EXERCISE MATERIALS
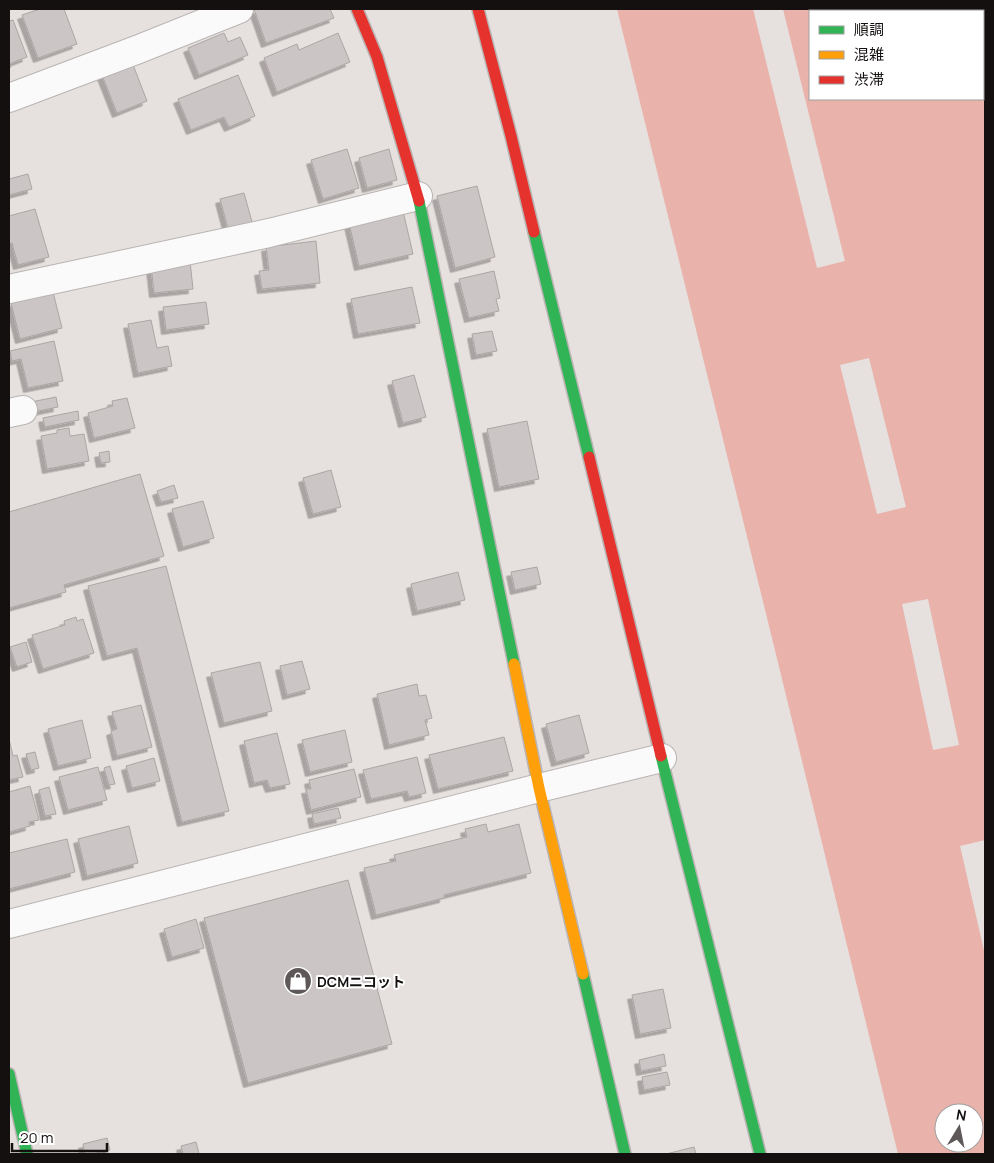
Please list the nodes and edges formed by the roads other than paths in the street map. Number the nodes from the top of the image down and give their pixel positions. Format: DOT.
graph roads {
  1 [pos="239,9"];
  2 [pos="357,9"];
  3 [pos="478,9"];
  4 [pos="9,98"];
  5 [pos="418,196"];
  6 [pos="9,289"];
  7 [pos="662,758"];
  8 [pos="539,788"];
  9 [pos="9,924"];
  10 [pos="9,1074"];
  11 [pos="27,1154"];
  12 [pos="625,1154"];
  13 [pos="760,1154"];
  1 -- 4 [label="street"];
  2 -- 5 [label="street"];
  3 -- 7 [label="street"];
  5 -- 6 [label="street"];
  5 -- 8 [label="street"];
  7 -- 8 [label="street"];
  7 -- 13 [label="street"];
  8 -- 9 [label="street"];
  8 -- 12 [label="street"];
  10 -- 11 [label="street"];
}
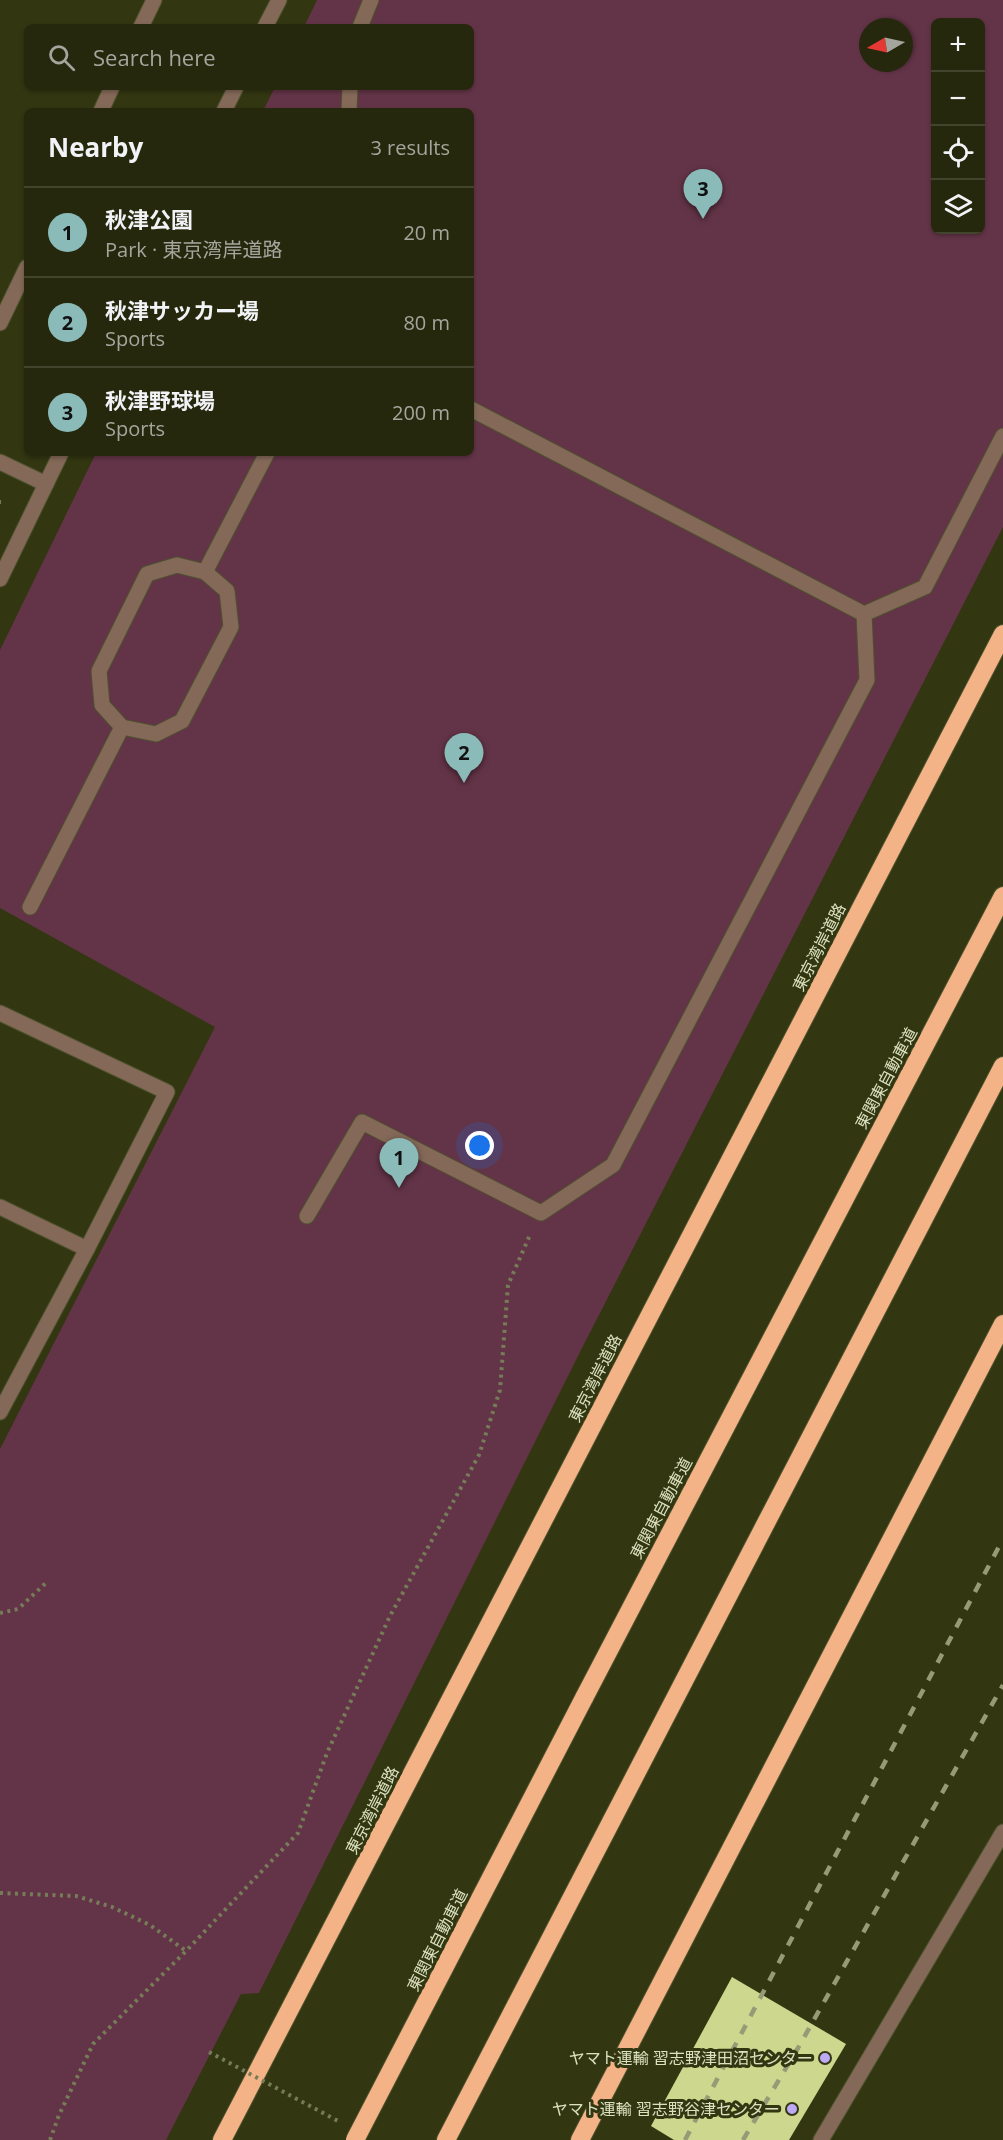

YOUR ASSIGNMENT
Omit the pictures, then set down all the remaining data exactly as given.

WRITTEN RESPONSE
Please list the nodes and edges formed by the roads other than paths in the street map. Number the nodes from the top of the image down and give their pixel positions. Format: DOT.
graph roads {
  1 [pos="239,9"];
  2 [pos="357,9"];
  3 [pos="478,9"];
  4 [pos="9,98"];
  5 [pos="418,196"];
  6 [pos="9,289"];
  7 [pos="662,758"];
  8 [pos="539,788"];
  9 [pos="9,924"];
  10 [pos="9,1074"];
  11 [pos="27,1154"];
  12 [pos="625,1154"];
  13 [pos="760,1154"];
  1 -- 4 [label="street"];
  2 -- 5 [label="street"];
  3 -- 7 [label="street"];
  5 -- 6 [label="street"];
  5 -- 8 [label="street"];
  7 -- 8 [label="street"];
  7 -- 13 [label="street"];
  8 -- 9 [label="street"];
  8 -- 12 [label="street"];
  10 -- 11 [label="street"];
}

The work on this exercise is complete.